With gentle humor and insight, Lea Ypi draws rich portraits of the three caring adults she grew up with in the authoritarian world of her childhood in Albania.

Free: A Child and a Country at the End of History by Lea Ypi. WW Norton Company, 288 pages, $27.95.

What’s it like to discover that pretty much everything you’d grown up believing about your country was government propaganda that your parents had only pretended to believe? In Free, Lea Ypi vividly recounts her childhood in Albania during and after the communist rule of Enver Hoxha, or Uncle Enver, as he was known back then. The memoir won this year’s Royal Society of Literature’s Ondaatje prize, an award given to books that “best evoke the spirit of a place.”

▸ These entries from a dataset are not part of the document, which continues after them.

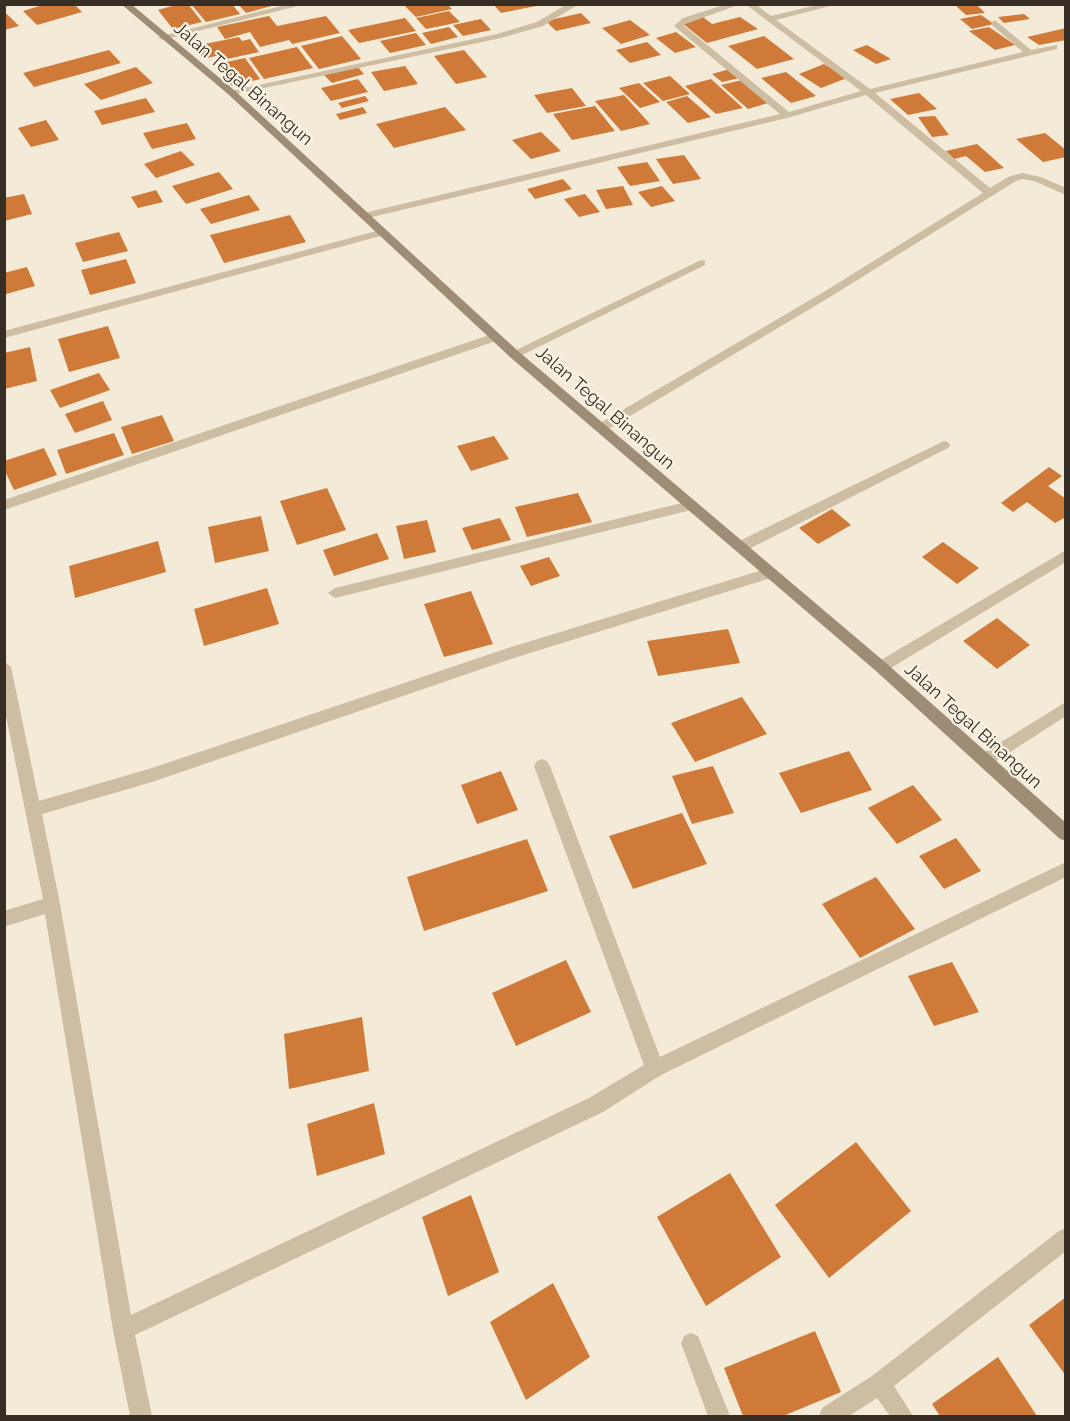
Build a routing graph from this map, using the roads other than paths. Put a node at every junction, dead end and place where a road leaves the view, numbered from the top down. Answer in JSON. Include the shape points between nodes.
{"nodes":[{"id":1,"x":125,"y":4,"type":"edge"},
{"id":2,"x":302,"y":4,"type":"edge"},
{"id":3,"x":575,"y":4,"type":"edge"},
{"id":4,"x":737,"y":4,"type":"edge"},
{"id":5,"x":749,"y":4,"type":"edge"},
{"id":6,"x":834,"y":4,"type":"edge"},
{"id":7,"x":769,"y":19,"type":"junction"},
{"id":8,"x":995,"y":23,"type":"dead end"},
{"id":9,"x":162,"y":37,"type":"junction"},
{"id":10,"x":1054,"y":47,"type":"dead end"},
{"id":11,"x":1029,"y":53,"type":"junction"},
{"id":12,"x":231,"y":92,"type":"junction"},
{"id":13,"x":868,"y":92,"type":"junction"},
{"id":14,"x":787,"y":115,"type":"junction"},
{"id":15,"x":1065,"y":192,"type":"edge"},
{"id":16,"x":990,"y":193,"type":"junction"},
{"id":17,"x":364,"y":216,"type":"junction"},
{"id":18,"x":380,"y":233,"type":"junction"},
{"id":19,"x":701,"y":263,"type":"dead end"},
{"id":20,"x":4,"y":335,"type":"edge"},
{"id":21,"x":495,"y":337,"type":"junction"},
{"id":22,"x":514,"y":354,"type":"junction"},
{"id":23,"x":601,"y":428,"type":"junction"},
{"id":24,"x":944,"y":446,"type":"dead end"},
{"id":25,"x":4,"y":505,"type":"edge"},
{"id":26,"x":690,"y":506,"type":"junction"},
{"id":27,"x":740,"y":547,"type":"junction"},
{"id":28,"x":1065,"y":555,"type":"edge"},
{"id":29,"x":769,"y":573,"type":"junction"},
{"id":30,"x":335,"y":593,"type":"dead end"},
{"id":31,"x":4,"y":667,"type":"edge"},
{"id":32,"x":881,"y":667,"type":"junction"},
{"id":33,"x":6,"y":689,"type":"edge"},
{"id":34,"x":1065,"y":708,"type":"edge"},
{"id":35,"x":985,"y":760,"type":"junction"},
{"id":36,"x":542,"y":766,"type":"dead end"},
{"id":37,"x":35,"y":809,"type":"junction"},
{"id":38,"x":1065,"y":834,"type":"edge"},
{"id":39,"x":1065,"y":869,"type":"edge"},
{"id":40,"x":52,"y":904,"type":"junction"},
{"id":41,"x":4,"y":919,"type":"edge"},
{"id":42,"x":655,"y":1069,"type":"junction"},
{"id":43,"x":1065,"y":1238,"type":"edge"},
{"id":44,"x":123,"y":1330,"type":"junction"},
{"id":45,"x":691,"y":1343,"type":"dead end"},
{"id":46,"x":880,"y":1384,"type":"junction"},
{"id":47,"x":141,"y":1416,"type":"edge"},
{"id":48,"x":719,"y":1416,"type":"edge"},
{"id":49,"x":830,"y":1416,"type":"edge"},
{"id":50,"x":902,"y":1416,"type":"edge"}],
"edges":[{"from":1,"to":9,"type":"street","name":"Jalan Tegal Binangun"},
{"from":2,"to":9,"type":"street"},
{"from":3,"to":12,"type":"street","via":[[540,24],[498,36]]},
{"from":4,"to":14,"type":"street","via":[[686,20],[678,27]]},
{"from":5,"to":7,"type":"street"},
{"from":6,"to":7,"type":"street"},
{"from":7,"to":13,"type":"street"},
{"from":8,"to":11,"type":"street"},
{"from":9,"to":12,"type":"street","name":"Jalan Tegal Binangun"},
{"from":10,"to":11,"type":"street"},
{"from":11,"to":13,"type":"street"},
{"from":12,"to":17,"type":"street","name":"Jalan Tegal Binangun"},
{"from":13,"to":14,"type":"street"},
{"from":13,"to":16,"type":"street"},
{"from":14,"to":17,"type":"street"},
{"from":15,"to":16,"type":"street","via":[[1022,176]]},
{"from":16,"to":23,"type":"street"},
{"from":17,"to":18,"type":"street","name":"Jalan Tegal Binangun"},
{"from":18,"to":20,"type":"street"},
{"from":18,"to":21,"type":"street","name":"Jalan Tegal Binangun"},
{"from":19,"to":22,"type":"street"},
{"from":21,"to":22,"type":"street","name":"Jalan Tegal Binangun"},
{"from":21,"to":25,"type":"street"},
{"from":22,"to":23,"type":"street","name":"Jalan Tegal Binangun"},
{"from":23,"to":26,"type":"street","name":"Jalan Tegal Binangun"},
{"from":24,"to":27,"type":"street"},
{"from":26,"to":27,"type":"street","name":"Jalan Tegal Binangun"},
{"from":26,"to":30,"type":"street"},
{"from":27,"to":29,"type":"street","name":"Jalan Tegal Binangun"},
{"from":28,"to":32,"type":"street"},
{"from":29,"to":32,"type":"street","name":"Jalan Tegal Binangun"},
{"from":29,"to":37,"type":"street","via":[[508,654],[152,775]]},
{"from":31,"to":33,"type":"street"},
{"from":32,"to":35,"type":"street","name":"Jalan Tegal Binangun"},
{"from":33,"to":37,"type":"street"},
{"from":34,"to":35,"type":"street"},
{"from":35,"to":38,"type":"street","name":"Jalan Tegal Binangun"},
{"from":36,"to":42,"type":"street"},
{"from":37,"to":40,"type":"street"},
{"from":39,"to":42,"type":"street"},
{"from":40,"to":41,"type":"street"},
{"from":40,"to":44,"type":"street"},
{"from":42,"to":44,"type":"street","via":[[596,1105]]},
{"from":43,"to":46,"type":"street"},
{"from":44,"to":47,"type":"street"},
{"from":45,"to":48,"type":"street"},
{"from":46,"to":49,"type":"street"},
{"from":46,"to":50,"type":"street"}]}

With gentle humor and insight, Ypi draws rich portraits of the three caring adults she grew up with: her asthmatic father, headstrong mother, and stylish, French-speaking grandmother. When they don’t shed tears over Uncle Enver passing, she accuses them — more out of personal disappointment than patriotic fervor — that they didn’t really love Uncle Enver. Don’t say that, they nervously tell her.

For any observant child making sense of the adult world is a challenge; the author’s attempts were complicated by additional layers of mystery. Why did one of her relatives take so long to graduate from “the university?” It turns out that his prison sentence for subversion was longer than most. Why are there many religions when, as Teacher Nora explains, “God” doesn’t even exist? Why did her parents whisper about a man who shouted something out the window of a government building that used to be a mosque? Her father, irritated that she insists on an answer, finally responds. “Allahu akbar” is what people of Muslim faith used to say. “Do we know any people who were Muslim in the olden days?” she asks them. Her mother replies, “We are Muslim.” Her father points out that they were Muslim, like most of the population.

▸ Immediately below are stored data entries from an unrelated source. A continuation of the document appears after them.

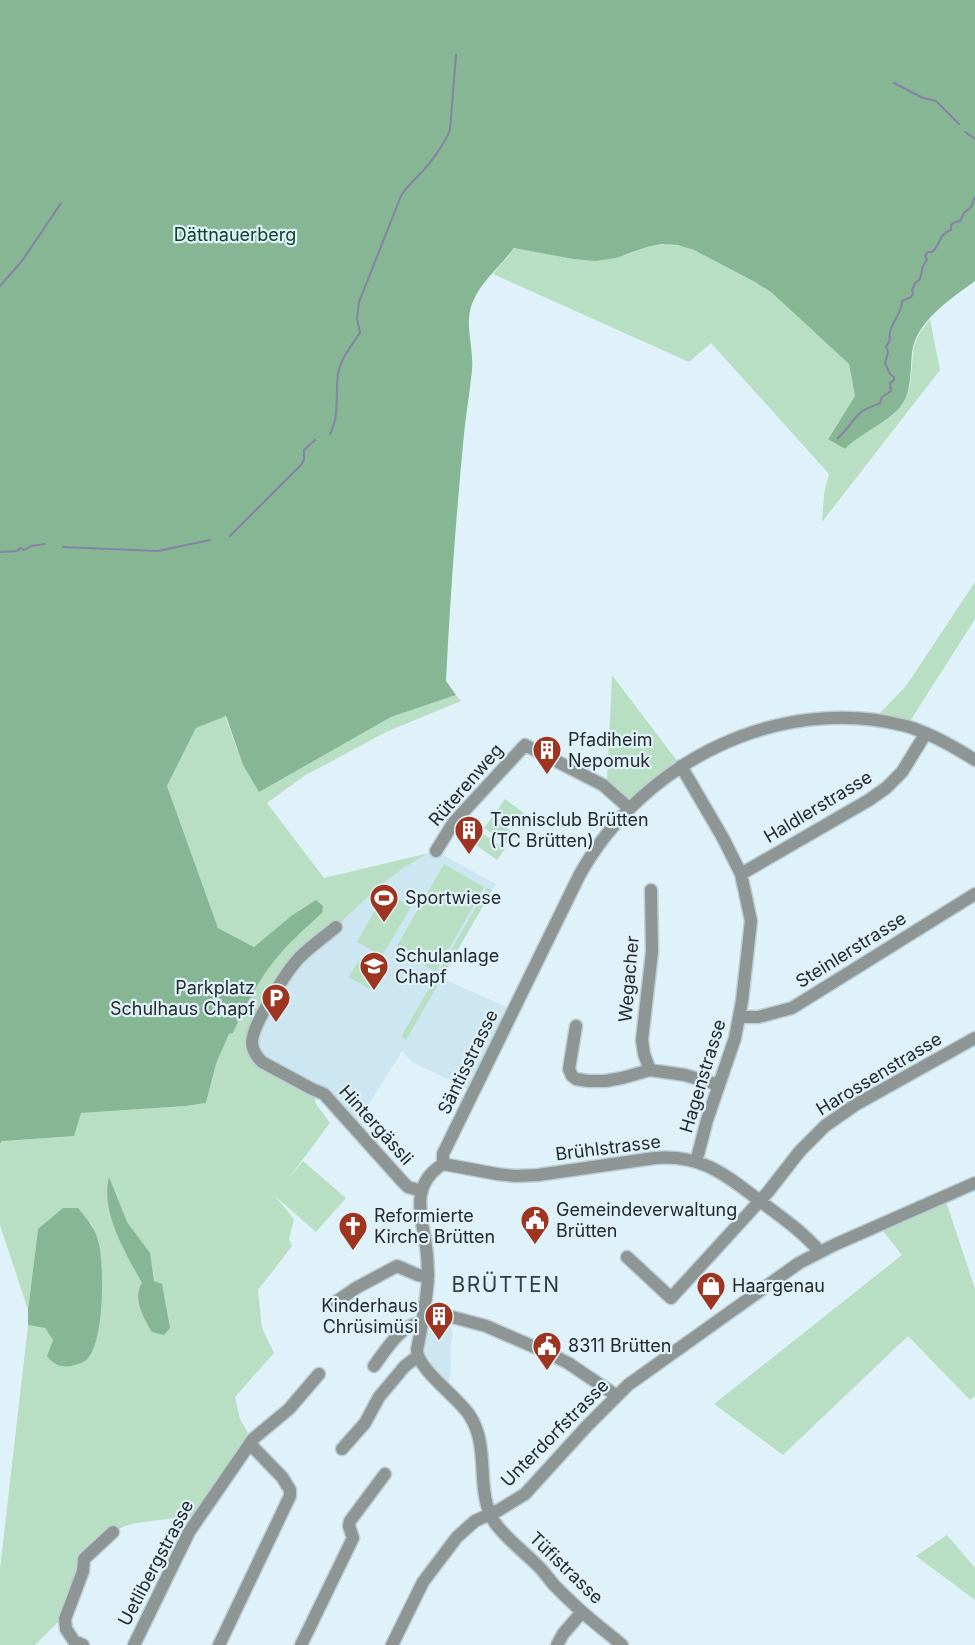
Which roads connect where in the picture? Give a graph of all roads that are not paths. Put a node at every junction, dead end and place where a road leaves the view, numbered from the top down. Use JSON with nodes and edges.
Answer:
{"nodes":[{"id":1,"x":926,"y":733,"type":"junction"},
{"id":2,"x":975,"y":759,"type":"edge"},
{"id":3,"x":681,"y":766,"type":"junction"},
{"id":4,"x":629,"y":808,"type":"junction"},
{"id":5,"x":436,"y":851,"type":"dead end"},
{"id":6,"x":741,"y":874,"type":"junction"},
{"id":7,"x":651,"y":890,"type":"dead end"},
{"id":8,"x":975,"y":894,"type":"edge"},
{"id":9,"x":336,"y":927,"type":"dead end"},
{"id":10,"x":740,"y":1017,"type":"junction"},
{"id":11,"x":576,"y":1026,"type":"dead end"},
{"id":12,"x":975,"y":1038,"type":"edge"},
{"id":13,"x":651,"y":1070,"type":"junction"},
{"id":14,"x":718,"y":1085,"type":"junction"},
{"id":15,"x":696,"y":1162,"type":"junction"},
{"id":16,"x":443,"y":1164,"type":"junction"},
{"id":17,"x":975,"y":1183,"type":"edge"},
{"id":18,"x":422,"y":1191,"type":"junction"},
{"id":19,"x":760,"y":1201,"type":"junction"},
{"id":20,"x":820,"y":1252,"type":"junction"},
{"id":21,"x":627,"y":1257,"type":"dead end"},
{"id":22,"x":428,"y":1276,"type":"junction"},
{"id":23,"x":333,"y":1304,"type":"dead end"},
{"id":24,"x":426,"y":1310,"type":"junction"},
{"id":25,"x":423,"y":1323,"type":"junction"},
{"id":26,"x":418,"y":1356,"type":"junction"},
{"id":27,"x":374,"y":1366,"type":"dead end"},
{"id":28,"x":319,"y":1374,"type":"dead end"},
{"id":29,"x":616,"y":1396,"type":"junction"},
{"id":30,"x":251,"y":1442,"type":"junction"},
{"id":31,"x":342,"y":1449,"type":"dead end"},
{"id":32,"x":384,"y":1474,"type":"dead end"},
{"id":33,"x":489,"y":1514,"type":"junction"},
{"id":34,"x":114,"y":1532,"type":"dead end"},
{"id":35,"x":582,"y":1612,"type":"junction"},
{"id":36,"x":83,"y":1645,"type":"edge"},
{"id":37,"x":134,"y":1645,"type":"edge"},
{"id":38,"x":219,"y":1645,"type":"edge"},
{"id":39,"x":301,"y":1645,"type":"edge"},
{"id":40,"x":392,"y":1645,"type":"edge"},
{"id":41,"x":557,"y":1645,"type":"edge"},
{"id":42,"x":622,"y":1645,"type":"edge"}],
"edges":[{"from":1,"to":2,"type":"street","name":"Säntisstrasse"},
{"from":1,"to":3,"type":"street","name":"Säntisstrasse"},
{"from":1,"to":6,"type":"street","name":"Haldlerstrasse"},
{"from":3,"to":4,"type":"street","name":"Säntisstrasse"},
{"from":3,"to":6,"type":"street","name":"Hagenstrasse"},
{"from":4,"to":5,"type":"street","name":"Rüterenweg"},
{"from":4,"to":16,"type":"street","name":"Säntisstrasse"},
{"from":6,"to":10,"type":"street","name":"Hagenstrasse"},
{"from":7,"to":13,"type":"street","name":"Wegacher"},
{"from":8,"to":10,"type":"street","name":"Steinlerstrasse"},
{"from":9,"to":18,"type":"street","name":"Hintergässli"},
{"from":10,"to":14,"type":"street","name":"Hagenstrasse"},
{"from":11,"to":13,"type":"street"},
{"from":12,"to":19,"type":"street","name":"Harossenstrasse"},
{"from":13,"to":14,"type":"street"},
{"from":14,"to":15,"type":"street","name":"Hagenstrasse"},
{"from":15,"to":16,"type":"street","name":"Brühlstrasse"},
{"from":15,"to":19,"type":"street","name":"Brühlstrasse"},
{"from":16,"to":18,"type":"street","name":"Säntisstrasse"},
{"from":17,"to":20,"type":"street","name":"Unterdorfstrasse"},
{"from":18,"to":22,"type":"street"},
{"from":19,"to":20,"type":"street","name":"Brühlstrasse"},
{"from":19,"to":21,"type":"street","name":"Harossenstrasse"},
{"from":20,"to":29,"type":"street","name":"Unterdorfstrasse"},
{"from":22,"to":23,"type":"street"},
{"from":22,"to":24,"type":"street"},
{"from":24,"to":25,"type":"street"},
{"from":24,"to":29,"type":"street"},
{"from":25,"to":26,"type":"street"},
{"from":25,"to":27,"type":"street"},
{"from":26,"to":31,"type":"street"},
{"from":26,"to":33,"type":"street"},
{"from":28,"to":30,"type":"street","name":"Uetlibergstrasse"},
{"from":29,"to":33,"type":"street","name":"Unterdorfstrasse"},
{"from":30,"to":37,"type":"street","name":"Uetlibergstrasse"},
{"from":30,"to":38,"type":"street"},
{"from":32,"to":39,"type":"street"},
{"from":33,"to":35,"type":"street","name":"Tüfistrasse"},
{"from":33,"to":40,"type":"street","name":"Unterdorfstrasse"},
{"from":34,"to":36,"type":"street"},
{"from":35,"to":41,"type":"street"},
{"from":35,"to":42,"type":"street","name":"Tüfistrasse"}]}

Once part of the Ottoman Empire and semi-feudal, Albania was invaded by Italy during WWII. Enver Hoxha, a former school teacher, resisted the fascists, founded the Albanian Communist Party, and rose to power after the war. His government appropriated land to form collectives, brought electricity to the villages, and promoted literacy. Insisting on Albania’s sovereignty, he pulled away from the USSR. Over the years the country became remarkably self-sufficient and cut off from the world. Ypi didn’t know any different, so she accepted one-party rule and stood uncomplaining in long lines to buy generic products that weren’t always in stock. Nor did it seem strange that certain hairstyles, nail polish colors, or articles of clothing, like trench coats, were considered foreign and unacceptable.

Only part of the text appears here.